§ Your goal
Within the data below, tally the lines that contain "駒川橋通" and state only the total.

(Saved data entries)
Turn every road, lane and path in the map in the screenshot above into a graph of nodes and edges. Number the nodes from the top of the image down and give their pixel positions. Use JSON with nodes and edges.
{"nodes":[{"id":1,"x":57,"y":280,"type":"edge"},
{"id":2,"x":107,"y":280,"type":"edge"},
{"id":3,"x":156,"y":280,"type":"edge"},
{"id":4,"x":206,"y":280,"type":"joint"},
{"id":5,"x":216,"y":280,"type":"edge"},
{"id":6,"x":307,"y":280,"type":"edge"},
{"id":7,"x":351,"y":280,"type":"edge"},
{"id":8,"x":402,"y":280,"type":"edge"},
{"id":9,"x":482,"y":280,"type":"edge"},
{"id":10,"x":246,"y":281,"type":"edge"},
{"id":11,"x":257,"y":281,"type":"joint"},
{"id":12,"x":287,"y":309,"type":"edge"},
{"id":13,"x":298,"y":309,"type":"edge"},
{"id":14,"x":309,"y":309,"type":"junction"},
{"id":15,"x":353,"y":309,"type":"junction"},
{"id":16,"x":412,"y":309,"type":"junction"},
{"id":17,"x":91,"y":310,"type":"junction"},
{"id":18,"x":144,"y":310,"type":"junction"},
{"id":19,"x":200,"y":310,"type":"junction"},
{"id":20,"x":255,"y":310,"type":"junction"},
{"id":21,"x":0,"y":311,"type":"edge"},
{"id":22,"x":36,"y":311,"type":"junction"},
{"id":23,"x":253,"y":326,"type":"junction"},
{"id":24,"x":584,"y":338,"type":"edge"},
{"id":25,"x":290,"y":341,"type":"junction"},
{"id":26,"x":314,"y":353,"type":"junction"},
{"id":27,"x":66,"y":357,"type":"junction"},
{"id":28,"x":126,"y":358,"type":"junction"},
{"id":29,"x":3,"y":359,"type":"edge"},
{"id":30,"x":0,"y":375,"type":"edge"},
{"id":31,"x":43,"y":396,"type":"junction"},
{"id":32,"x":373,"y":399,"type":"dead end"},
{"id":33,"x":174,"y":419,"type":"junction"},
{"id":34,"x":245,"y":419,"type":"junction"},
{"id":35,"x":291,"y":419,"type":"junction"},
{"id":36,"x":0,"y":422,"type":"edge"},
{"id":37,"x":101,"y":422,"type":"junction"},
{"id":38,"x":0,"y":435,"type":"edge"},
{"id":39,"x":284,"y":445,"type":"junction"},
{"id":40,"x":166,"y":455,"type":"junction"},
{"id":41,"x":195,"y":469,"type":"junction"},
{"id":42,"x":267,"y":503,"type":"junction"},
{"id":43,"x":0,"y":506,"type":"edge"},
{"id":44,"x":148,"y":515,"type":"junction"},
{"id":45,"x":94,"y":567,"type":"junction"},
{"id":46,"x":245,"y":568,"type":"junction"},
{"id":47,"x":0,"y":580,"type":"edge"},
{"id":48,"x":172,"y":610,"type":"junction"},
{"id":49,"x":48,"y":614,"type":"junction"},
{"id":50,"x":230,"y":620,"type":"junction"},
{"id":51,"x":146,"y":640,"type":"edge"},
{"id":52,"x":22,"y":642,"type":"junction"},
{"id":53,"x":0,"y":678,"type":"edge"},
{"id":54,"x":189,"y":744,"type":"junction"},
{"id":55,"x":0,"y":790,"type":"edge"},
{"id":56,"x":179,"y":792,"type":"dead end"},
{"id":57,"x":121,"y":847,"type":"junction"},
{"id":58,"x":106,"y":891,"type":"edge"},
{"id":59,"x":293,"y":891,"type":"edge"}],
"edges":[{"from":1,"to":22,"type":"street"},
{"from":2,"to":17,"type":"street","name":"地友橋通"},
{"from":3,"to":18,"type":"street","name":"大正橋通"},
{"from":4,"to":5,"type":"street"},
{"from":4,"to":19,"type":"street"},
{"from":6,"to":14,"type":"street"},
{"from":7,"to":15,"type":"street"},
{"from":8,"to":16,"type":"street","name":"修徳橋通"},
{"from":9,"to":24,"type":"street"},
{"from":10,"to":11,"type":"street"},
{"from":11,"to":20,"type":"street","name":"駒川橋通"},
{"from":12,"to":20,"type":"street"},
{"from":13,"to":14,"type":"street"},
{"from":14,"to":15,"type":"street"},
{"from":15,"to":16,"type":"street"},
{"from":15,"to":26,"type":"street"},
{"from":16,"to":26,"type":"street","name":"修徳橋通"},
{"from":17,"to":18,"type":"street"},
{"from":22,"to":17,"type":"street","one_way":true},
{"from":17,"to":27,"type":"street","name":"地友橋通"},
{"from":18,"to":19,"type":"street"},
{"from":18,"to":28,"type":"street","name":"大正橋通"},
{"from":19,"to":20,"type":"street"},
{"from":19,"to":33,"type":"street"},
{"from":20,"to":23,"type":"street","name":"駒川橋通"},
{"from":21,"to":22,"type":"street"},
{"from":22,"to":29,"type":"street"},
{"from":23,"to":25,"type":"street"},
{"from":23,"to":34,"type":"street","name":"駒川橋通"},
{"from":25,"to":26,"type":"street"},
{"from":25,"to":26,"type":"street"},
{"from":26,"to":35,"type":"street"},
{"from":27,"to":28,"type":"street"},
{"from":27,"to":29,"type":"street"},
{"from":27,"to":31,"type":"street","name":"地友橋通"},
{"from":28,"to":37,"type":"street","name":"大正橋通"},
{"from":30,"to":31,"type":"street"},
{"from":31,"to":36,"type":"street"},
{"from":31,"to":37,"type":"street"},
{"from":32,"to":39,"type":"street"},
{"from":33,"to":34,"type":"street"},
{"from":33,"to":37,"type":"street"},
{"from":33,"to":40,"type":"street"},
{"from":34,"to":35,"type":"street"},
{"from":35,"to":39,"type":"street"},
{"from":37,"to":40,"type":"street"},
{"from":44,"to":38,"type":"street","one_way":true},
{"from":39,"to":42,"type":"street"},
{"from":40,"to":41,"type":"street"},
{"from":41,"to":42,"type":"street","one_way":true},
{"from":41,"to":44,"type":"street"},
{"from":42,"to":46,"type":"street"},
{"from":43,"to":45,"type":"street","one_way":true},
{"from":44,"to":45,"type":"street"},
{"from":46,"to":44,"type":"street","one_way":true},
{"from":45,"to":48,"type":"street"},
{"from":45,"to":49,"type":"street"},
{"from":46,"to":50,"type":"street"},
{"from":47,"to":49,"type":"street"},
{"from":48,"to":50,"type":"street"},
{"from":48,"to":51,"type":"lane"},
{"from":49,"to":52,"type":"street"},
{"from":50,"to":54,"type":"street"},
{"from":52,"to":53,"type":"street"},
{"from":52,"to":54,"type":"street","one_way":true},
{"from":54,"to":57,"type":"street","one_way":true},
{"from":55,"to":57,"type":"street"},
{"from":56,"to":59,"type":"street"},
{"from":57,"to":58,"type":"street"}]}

§ Answer below
3